[Start of Attachment]

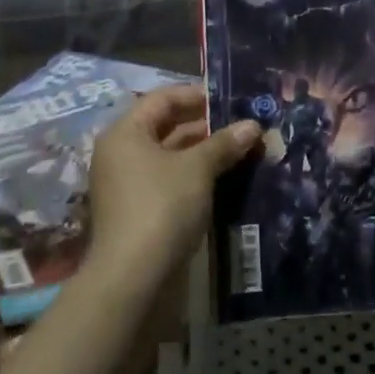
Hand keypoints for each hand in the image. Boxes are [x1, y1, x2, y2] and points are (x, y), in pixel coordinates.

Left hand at [85, 86, 259, 290]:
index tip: (230, 99)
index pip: (162, 98)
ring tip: (242, 150)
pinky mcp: (139, 211)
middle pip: (166, 126)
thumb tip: (252, 125)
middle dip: (206, 125)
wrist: (133, 278)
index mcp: (125, 132)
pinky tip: (225, 179)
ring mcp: (128, 184)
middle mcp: (121, 153)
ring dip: (204, 152)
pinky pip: (169, 181)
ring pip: (170, 156)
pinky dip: (195, 176)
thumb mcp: (197, 169)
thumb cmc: (162, 207)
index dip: (197, 95)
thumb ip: (224, 143)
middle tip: (243, 125)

[End of Attachment]

• Work task
Each line from the one that contains "Left hand at" through the last line of the listing above should be written out exactly, and no other line.

• Result of the task
Left hand at [85, 86, 259, 290]:
index tip: (230, 99)
index pip: (162, 98)
ring tip: (242, 150)
pinky mcp: (139, 211)
middle pip: (166, 126)
thumb tip: (252, 125)
middle dip: (206, 125)
wrist: (133, 278)
index mcp: (125, 132)
pinky tip: (225, 179)
ring mcp: (128, 184)
middle mcp: (121, 153)
ring dip: (204, 152)
pinky pip: (169, 181)
ring pip: (170, 156)
pinky dip: (195, 176)
thumb mcp: (197, 169)
thumb cmc: (162, 207)
index dip: (197, 95)
thumb ip: (224, 143)
middle tip: (243, 125)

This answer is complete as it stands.